__Provided data__:
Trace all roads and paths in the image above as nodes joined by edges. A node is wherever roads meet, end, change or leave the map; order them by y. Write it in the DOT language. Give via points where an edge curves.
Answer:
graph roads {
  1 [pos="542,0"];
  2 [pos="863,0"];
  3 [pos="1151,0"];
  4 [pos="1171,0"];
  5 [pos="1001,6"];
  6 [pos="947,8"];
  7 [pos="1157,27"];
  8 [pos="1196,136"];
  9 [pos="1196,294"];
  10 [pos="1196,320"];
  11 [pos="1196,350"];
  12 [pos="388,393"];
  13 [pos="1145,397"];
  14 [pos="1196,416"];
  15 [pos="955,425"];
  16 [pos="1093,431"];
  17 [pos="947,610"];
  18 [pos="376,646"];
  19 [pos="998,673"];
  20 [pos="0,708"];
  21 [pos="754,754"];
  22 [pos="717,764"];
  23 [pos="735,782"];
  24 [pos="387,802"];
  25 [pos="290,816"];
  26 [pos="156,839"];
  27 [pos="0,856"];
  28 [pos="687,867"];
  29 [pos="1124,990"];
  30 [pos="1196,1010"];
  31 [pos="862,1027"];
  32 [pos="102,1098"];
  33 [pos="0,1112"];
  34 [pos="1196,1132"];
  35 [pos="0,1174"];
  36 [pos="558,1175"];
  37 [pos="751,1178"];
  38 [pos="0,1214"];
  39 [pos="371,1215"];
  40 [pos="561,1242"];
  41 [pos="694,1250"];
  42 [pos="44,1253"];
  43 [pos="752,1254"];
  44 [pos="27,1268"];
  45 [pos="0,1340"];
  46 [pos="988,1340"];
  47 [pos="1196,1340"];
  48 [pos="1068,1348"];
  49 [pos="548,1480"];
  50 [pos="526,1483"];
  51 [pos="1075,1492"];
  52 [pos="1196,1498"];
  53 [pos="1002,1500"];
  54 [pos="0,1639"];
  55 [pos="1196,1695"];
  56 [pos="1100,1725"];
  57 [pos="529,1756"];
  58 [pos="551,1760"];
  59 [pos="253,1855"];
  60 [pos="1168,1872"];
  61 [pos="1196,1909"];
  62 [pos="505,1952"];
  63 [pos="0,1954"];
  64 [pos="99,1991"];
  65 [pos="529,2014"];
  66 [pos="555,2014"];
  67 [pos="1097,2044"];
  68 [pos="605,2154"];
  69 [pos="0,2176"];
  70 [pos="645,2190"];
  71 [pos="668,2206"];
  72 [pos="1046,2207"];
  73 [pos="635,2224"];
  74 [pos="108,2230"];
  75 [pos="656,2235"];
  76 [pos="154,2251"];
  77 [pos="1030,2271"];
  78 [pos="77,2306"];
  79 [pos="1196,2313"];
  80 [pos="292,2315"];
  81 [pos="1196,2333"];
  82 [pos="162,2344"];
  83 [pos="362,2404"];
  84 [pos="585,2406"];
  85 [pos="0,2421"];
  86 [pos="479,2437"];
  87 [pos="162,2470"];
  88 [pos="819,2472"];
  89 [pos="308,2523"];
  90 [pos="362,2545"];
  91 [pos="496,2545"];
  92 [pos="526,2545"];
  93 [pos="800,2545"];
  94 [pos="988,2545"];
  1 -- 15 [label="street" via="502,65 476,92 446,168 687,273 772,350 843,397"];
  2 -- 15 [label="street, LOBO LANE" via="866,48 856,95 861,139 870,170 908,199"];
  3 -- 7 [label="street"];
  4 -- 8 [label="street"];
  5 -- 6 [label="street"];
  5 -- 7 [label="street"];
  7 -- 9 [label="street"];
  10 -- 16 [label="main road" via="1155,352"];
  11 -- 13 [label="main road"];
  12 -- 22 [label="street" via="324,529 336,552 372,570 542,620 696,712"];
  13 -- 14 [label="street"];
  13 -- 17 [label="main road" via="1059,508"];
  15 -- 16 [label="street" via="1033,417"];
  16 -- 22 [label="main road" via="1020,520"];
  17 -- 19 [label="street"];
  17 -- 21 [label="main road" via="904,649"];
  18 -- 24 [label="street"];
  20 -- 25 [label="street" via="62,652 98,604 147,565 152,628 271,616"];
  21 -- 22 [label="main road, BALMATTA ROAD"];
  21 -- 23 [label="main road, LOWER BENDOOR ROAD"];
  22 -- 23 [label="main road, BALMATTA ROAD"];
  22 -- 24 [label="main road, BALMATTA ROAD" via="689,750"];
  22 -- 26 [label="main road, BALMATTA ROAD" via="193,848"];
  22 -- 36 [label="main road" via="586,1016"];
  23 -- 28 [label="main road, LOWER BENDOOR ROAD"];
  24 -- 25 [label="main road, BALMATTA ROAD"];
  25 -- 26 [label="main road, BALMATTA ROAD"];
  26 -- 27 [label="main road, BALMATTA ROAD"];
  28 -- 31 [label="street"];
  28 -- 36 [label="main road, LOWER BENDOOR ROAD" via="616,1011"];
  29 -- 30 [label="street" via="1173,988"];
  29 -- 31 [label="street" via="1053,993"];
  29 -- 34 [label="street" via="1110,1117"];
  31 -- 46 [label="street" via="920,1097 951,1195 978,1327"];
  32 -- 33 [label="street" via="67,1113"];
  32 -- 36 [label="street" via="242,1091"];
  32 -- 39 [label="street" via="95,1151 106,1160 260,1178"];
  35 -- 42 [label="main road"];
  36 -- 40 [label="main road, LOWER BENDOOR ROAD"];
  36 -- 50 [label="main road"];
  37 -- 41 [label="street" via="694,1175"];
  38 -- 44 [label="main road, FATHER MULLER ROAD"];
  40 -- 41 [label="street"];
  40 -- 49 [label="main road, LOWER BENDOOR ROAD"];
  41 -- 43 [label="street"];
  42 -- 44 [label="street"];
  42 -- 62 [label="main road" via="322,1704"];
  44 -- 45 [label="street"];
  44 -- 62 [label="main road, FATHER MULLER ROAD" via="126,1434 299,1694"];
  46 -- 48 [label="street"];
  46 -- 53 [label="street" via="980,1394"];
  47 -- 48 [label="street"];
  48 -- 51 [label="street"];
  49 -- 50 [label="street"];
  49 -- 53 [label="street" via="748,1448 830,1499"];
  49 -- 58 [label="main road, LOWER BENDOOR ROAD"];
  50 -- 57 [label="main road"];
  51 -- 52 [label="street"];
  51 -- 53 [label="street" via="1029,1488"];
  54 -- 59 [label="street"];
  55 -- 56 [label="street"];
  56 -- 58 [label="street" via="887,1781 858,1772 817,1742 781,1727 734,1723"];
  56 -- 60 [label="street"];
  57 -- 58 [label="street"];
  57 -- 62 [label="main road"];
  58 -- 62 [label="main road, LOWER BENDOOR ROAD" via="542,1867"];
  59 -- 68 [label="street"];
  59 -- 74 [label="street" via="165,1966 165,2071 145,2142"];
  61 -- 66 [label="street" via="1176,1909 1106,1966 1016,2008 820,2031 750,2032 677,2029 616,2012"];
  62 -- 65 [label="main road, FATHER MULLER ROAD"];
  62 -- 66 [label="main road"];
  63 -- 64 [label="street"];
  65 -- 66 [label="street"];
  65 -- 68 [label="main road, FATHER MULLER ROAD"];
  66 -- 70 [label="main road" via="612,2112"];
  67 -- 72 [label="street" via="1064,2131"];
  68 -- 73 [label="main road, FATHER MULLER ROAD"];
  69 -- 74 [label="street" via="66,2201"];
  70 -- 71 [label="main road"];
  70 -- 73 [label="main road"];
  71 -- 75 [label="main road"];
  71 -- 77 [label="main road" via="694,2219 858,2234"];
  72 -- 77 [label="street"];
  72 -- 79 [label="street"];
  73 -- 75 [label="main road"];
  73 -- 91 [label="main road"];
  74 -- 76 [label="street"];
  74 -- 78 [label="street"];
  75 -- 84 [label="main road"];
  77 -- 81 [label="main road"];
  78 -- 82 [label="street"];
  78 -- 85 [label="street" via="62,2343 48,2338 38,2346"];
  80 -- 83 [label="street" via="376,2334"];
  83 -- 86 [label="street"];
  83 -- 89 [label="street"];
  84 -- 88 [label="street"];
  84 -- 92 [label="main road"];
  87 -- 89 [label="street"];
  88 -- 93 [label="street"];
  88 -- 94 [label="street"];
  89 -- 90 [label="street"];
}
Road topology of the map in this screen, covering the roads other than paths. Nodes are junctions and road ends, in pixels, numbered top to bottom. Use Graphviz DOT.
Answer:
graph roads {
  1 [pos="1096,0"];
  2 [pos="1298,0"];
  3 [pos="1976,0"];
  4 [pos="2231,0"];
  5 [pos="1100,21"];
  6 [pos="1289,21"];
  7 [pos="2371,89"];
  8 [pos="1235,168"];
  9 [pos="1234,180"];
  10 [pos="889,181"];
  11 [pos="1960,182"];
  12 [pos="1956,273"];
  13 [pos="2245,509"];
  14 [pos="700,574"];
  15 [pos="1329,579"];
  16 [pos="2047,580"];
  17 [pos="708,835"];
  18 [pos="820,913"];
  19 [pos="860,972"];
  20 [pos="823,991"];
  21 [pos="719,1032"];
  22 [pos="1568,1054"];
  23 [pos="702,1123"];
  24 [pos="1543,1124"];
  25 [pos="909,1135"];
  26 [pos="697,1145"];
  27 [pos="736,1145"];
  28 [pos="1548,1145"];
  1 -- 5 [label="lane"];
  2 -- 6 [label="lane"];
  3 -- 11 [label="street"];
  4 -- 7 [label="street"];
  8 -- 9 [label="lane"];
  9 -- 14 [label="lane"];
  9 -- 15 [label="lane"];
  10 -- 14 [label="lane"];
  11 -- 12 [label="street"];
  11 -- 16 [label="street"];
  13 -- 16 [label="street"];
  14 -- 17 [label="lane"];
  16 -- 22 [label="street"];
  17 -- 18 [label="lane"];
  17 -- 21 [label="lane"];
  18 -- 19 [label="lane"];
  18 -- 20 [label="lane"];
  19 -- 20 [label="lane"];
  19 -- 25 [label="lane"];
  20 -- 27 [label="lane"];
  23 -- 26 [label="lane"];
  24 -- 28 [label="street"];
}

__What is being asked__: In the data above, find each line where the string "paths" appears, then copy it.

__Response to the exercise__:
Trace all roads and paths in the image above as nodes joined by edges. A node is wherever roads meet, end, change or leave the map; order them by y. Write it in the DOT language. Give via points where an edge curves.
Road topology of the map in this screen, covering the roads other than paths. Nodes are junctions and road ends, in pixels, numbered top to bottom. Use Graphviz DOT.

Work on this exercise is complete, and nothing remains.